[Data items]
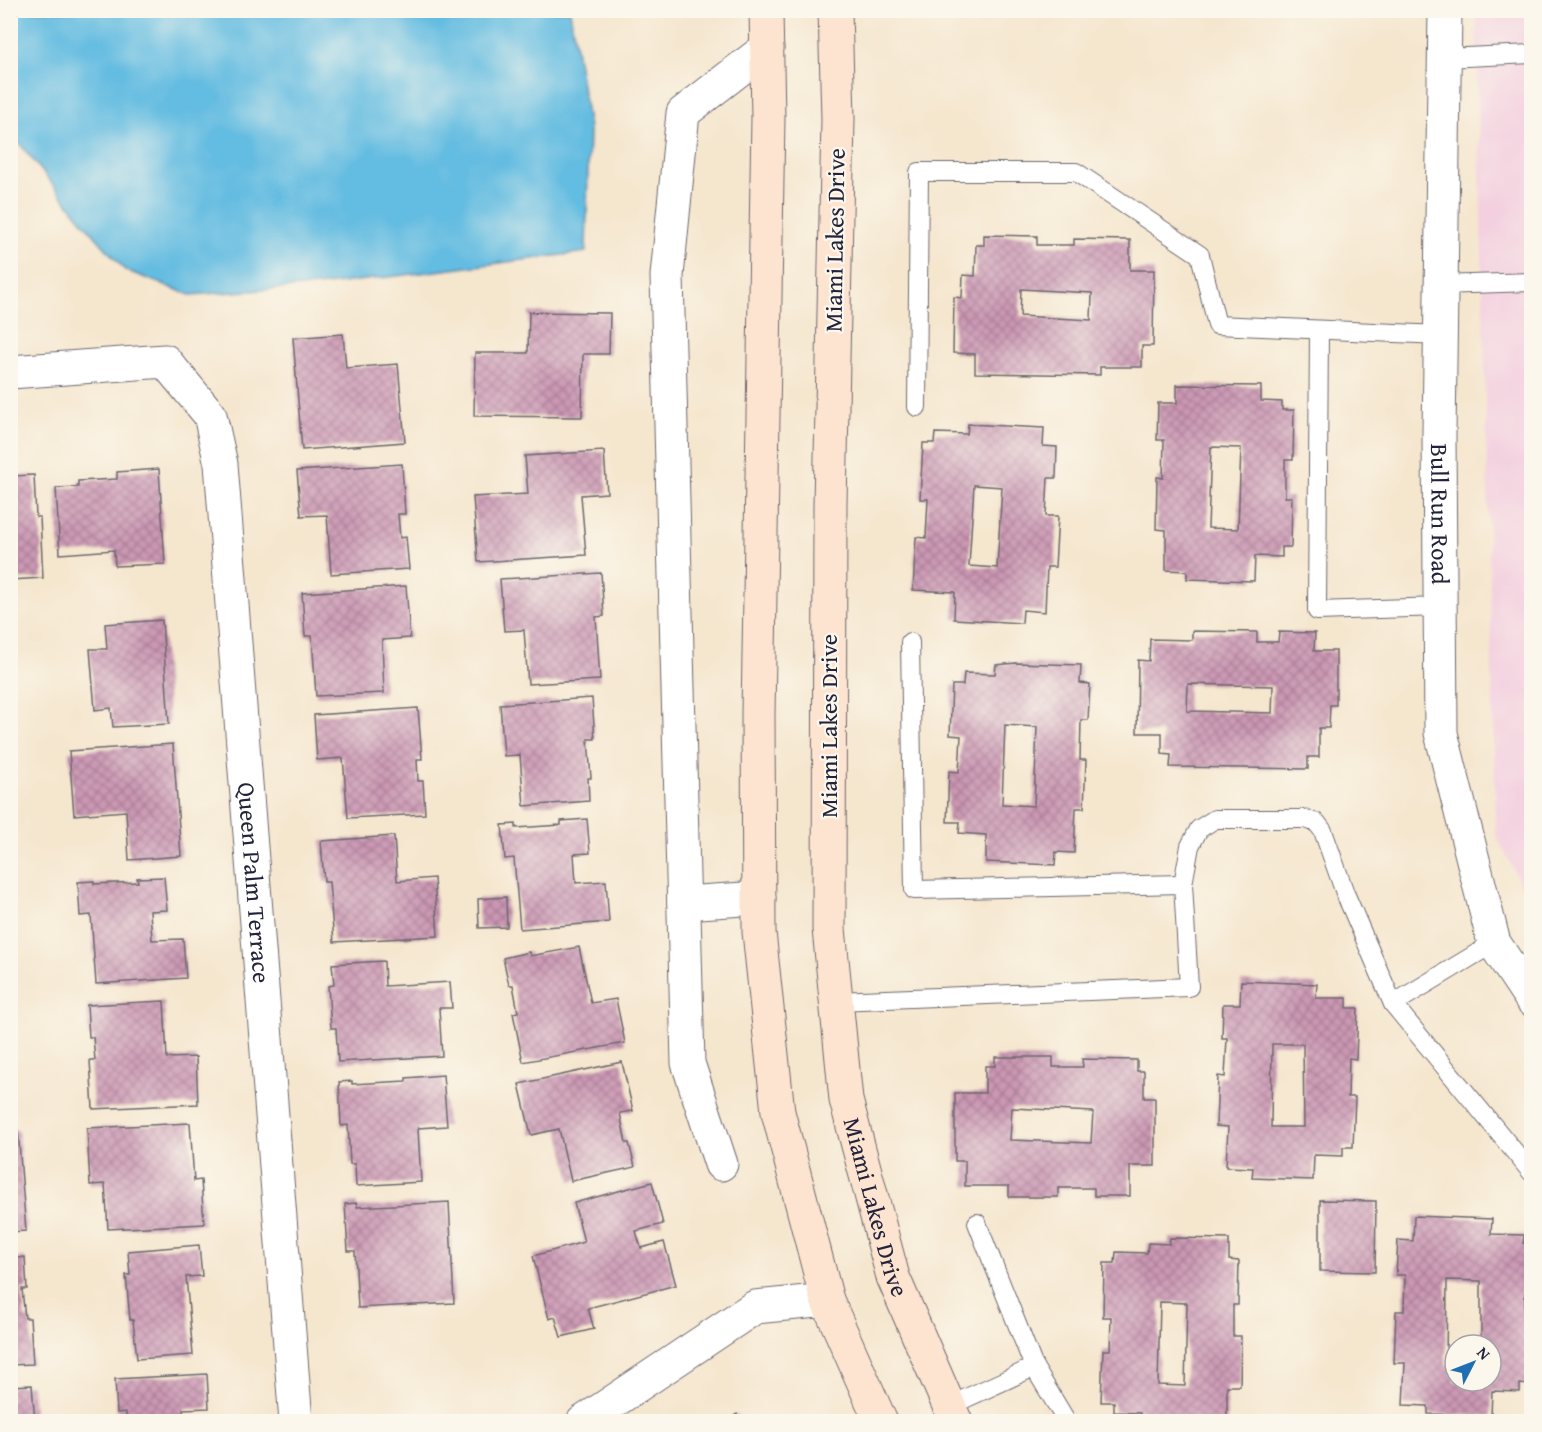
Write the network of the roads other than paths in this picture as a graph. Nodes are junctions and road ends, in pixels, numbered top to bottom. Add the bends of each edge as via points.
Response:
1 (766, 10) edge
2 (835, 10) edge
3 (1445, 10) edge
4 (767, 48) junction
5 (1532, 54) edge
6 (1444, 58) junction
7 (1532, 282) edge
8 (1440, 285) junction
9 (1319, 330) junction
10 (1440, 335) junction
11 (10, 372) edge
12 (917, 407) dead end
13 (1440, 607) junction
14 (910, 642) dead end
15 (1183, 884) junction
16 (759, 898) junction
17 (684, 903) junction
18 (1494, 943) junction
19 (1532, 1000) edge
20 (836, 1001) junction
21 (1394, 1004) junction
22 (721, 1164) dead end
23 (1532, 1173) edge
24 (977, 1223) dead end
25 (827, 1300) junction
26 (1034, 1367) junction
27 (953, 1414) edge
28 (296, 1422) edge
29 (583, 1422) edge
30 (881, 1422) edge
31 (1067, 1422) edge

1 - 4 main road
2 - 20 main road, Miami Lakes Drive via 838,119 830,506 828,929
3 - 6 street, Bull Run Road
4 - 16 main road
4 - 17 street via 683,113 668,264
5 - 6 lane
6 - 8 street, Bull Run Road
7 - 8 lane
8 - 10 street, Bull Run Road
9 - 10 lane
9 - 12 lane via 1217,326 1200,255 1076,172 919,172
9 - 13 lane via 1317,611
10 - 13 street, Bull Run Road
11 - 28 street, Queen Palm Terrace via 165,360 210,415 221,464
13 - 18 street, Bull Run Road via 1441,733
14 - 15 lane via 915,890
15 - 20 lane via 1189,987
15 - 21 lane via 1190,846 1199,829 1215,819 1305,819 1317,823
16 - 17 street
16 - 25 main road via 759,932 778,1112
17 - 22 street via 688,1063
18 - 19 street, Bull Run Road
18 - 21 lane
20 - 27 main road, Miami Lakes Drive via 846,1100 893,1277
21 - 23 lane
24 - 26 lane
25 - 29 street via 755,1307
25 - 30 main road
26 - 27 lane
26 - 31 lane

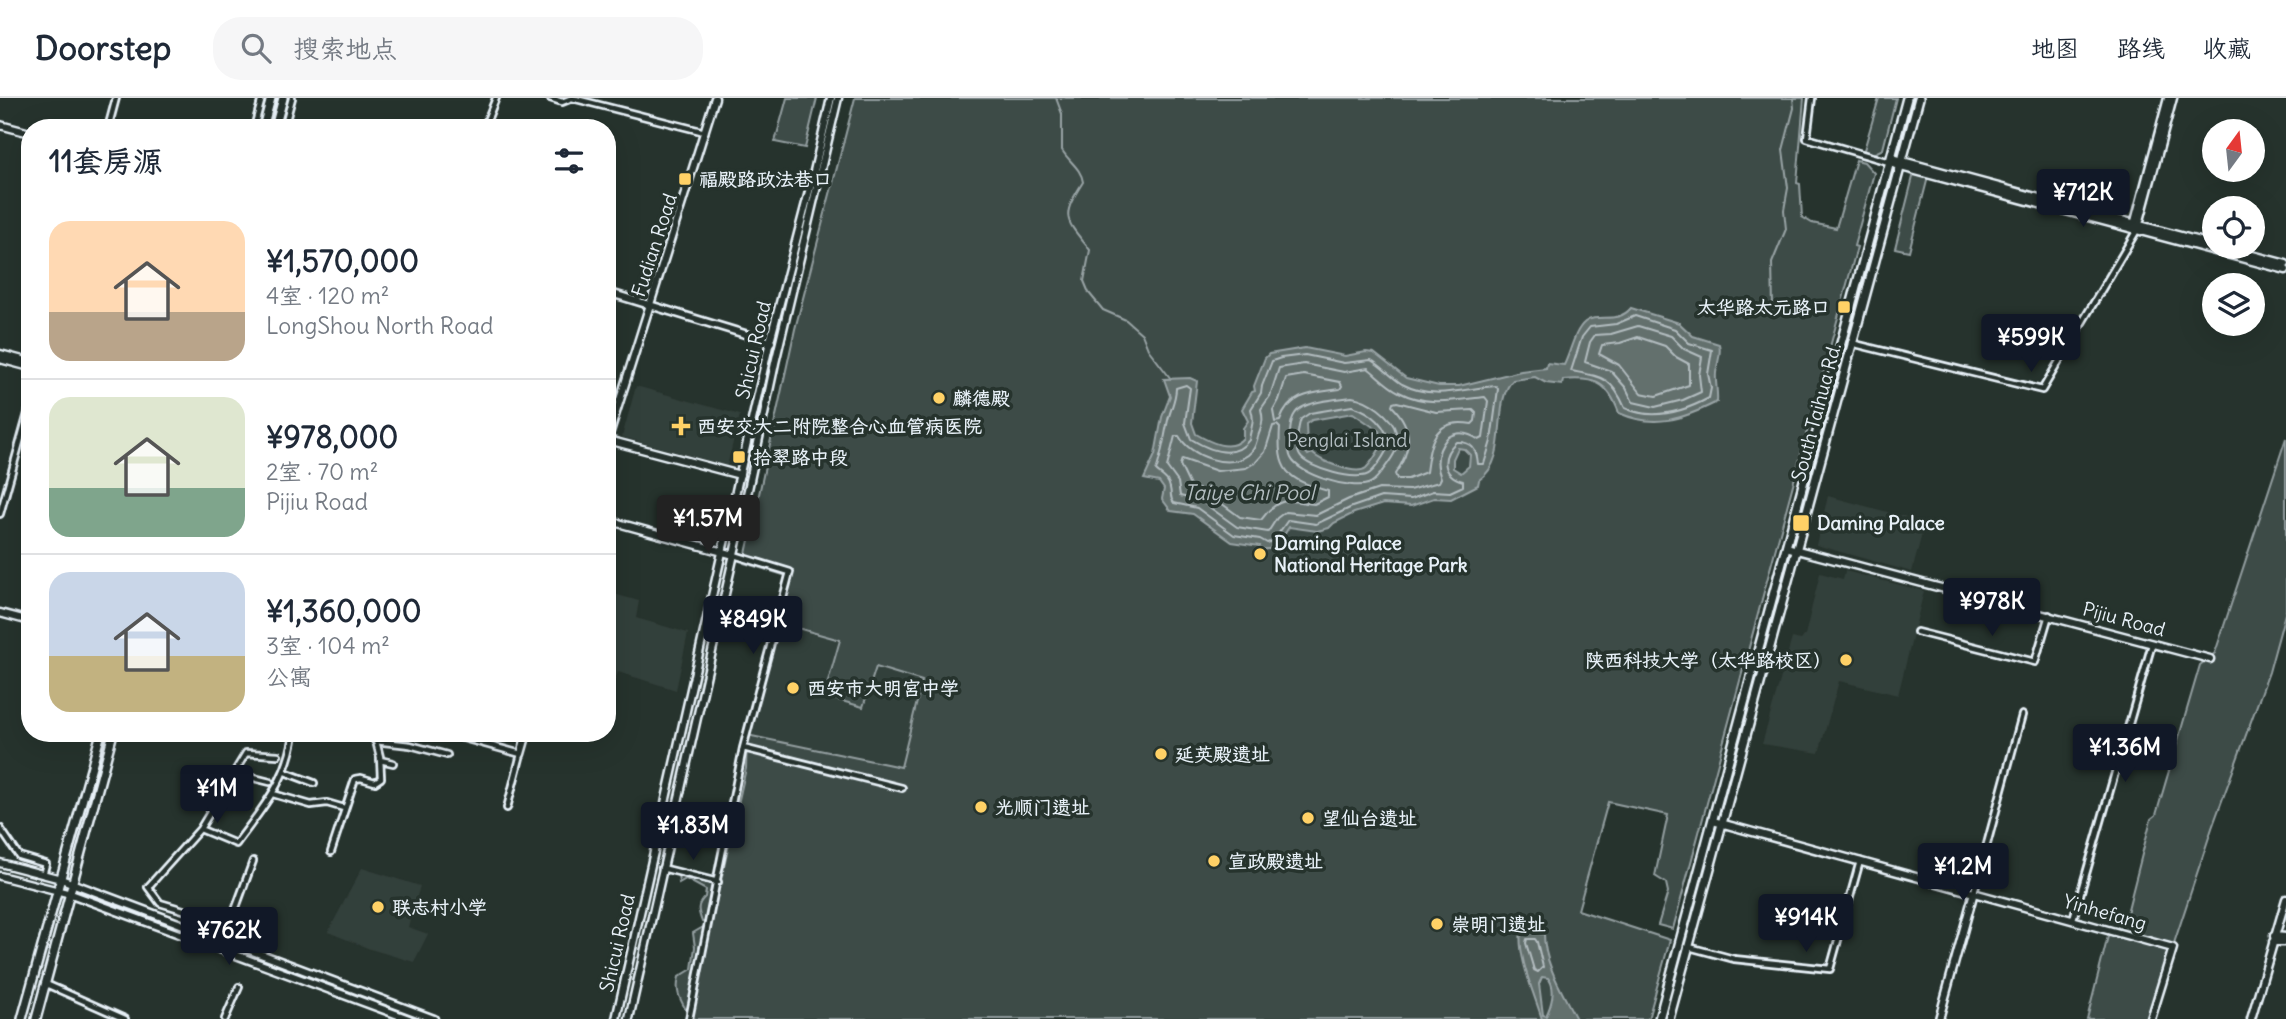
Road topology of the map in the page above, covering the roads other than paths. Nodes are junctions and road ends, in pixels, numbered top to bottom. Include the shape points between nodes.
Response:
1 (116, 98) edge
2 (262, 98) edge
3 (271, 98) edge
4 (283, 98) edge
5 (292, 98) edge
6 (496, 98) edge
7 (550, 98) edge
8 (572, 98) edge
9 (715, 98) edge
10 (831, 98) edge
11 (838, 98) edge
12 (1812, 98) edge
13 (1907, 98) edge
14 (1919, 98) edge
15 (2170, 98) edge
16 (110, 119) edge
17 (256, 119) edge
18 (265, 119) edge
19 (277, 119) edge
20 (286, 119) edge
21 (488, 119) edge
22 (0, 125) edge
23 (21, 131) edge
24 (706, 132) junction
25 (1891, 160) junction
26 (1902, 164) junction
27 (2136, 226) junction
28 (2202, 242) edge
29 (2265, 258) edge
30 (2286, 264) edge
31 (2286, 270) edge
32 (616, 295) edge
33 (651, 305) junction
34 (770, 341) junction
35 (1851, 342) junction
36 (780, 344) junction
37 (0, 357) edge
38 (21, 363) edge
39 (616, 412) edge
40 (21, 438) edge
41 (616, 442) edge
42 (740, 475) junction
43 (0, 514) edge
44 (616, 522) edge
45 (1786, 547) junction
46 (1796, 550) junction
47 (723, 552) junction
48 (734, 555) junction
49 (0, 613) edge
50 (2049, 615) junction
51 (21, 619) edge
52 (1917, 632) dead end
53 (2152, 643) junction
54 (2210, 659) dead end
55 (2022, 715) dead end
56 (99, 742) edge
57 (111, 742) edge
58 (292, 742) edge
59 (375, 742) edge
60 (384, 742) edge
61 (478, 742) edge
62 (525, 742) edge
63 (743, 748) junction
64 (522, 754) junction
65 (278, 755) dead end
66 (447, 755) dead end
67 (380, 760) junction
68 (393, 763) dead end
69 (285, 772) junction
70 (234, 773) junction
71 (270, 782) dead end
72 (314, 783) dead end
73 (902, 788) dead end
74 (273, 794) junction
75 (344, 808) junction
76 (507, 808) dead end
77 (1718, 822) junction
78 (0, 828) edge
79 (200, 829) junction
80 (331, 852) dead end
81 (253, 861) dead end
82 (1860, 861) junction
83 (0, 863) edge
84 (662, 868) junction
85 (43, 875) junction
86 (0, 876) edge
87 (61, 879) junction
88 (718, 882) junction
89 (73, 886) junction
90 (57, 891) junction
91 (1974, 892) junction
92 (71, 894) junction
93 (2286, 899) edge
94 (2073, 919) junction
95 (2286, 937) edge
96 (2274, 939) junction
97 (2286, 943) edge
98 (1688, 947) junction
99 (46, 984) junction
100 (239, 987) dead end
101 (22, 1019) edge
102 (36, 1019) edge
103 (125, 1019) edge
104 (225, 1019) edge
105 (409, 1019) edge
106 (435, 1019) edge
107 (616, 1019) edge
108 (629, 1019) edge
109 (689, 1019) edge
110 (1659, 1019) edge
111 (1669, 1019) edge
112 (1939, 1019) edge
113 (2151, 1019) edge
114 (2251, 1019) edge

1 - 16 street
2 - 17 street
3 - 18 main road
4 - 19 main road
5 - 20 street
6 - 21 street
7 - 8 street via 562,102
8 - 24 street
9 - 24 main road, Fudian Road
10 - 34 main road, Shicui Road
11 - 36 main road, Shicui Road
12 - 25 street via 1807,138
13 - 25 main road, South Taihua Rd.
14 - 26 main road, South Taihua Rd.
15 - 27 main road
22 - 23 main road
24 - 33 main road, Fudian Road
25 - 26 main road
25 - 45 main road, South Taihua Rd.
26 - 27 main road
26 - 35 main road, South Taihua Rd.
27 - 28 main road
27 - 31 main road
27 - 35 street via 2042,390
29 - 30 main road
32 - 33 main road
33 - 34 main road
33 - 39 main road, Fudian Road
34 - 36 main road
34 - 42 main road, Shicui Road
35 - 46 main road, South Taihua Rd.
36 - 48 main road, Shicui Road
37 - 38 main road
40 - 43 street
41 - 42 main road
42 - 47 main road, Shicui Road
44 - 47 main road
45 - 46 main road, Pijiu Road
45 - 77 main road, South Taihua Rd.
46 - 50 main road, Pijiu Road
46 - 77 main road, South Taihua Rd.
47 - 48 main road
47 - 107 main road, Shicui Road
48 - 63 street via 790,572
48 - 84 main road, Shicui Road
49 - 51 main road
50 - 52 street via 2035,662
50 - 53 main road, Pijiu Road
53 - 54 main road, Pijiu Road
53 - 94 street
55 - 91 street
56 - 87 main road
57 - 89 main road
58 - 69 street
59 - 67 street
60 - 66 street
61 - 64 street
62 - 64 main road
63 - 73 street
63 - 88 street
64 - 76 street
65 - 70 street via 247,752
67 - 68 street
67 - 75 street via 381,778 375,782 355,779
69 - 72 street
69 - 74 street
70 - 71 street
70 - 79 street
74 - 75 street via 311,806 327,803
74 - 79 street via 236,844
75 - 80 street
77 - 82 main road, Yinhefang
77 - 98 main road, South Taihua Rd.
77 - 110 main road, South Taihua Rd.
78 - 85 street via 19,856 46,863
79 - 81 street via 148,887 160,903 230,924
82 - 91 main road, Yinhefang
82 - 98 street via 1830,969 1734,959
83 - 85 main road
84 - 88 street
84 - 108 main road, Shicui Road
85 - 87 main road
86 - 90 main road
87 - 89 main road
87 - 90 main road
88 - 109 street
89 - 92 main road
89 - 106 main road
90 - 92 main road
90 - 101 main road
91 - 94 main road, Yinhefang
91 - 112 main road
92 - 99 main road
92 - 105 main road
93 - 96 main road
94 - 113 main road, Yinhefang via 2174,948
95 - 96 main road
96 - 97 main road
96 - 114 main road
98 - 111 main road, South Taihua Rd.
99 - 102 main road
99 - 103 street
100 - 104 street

Action item:
Collect every line from the records above that contains the word "than".

Response to the exercise:
Write the network of the roads other than paths in this picture as a graph. Nodes are junctions and road ends, in pixels, numbered top to bottom. Add the bends of each edge as via points.
Road topology of the map in the page above, covering the roads other than paths. Nodes are junctions and road ends, in pixels, numbered top to bottom. Include the shape points between nodes.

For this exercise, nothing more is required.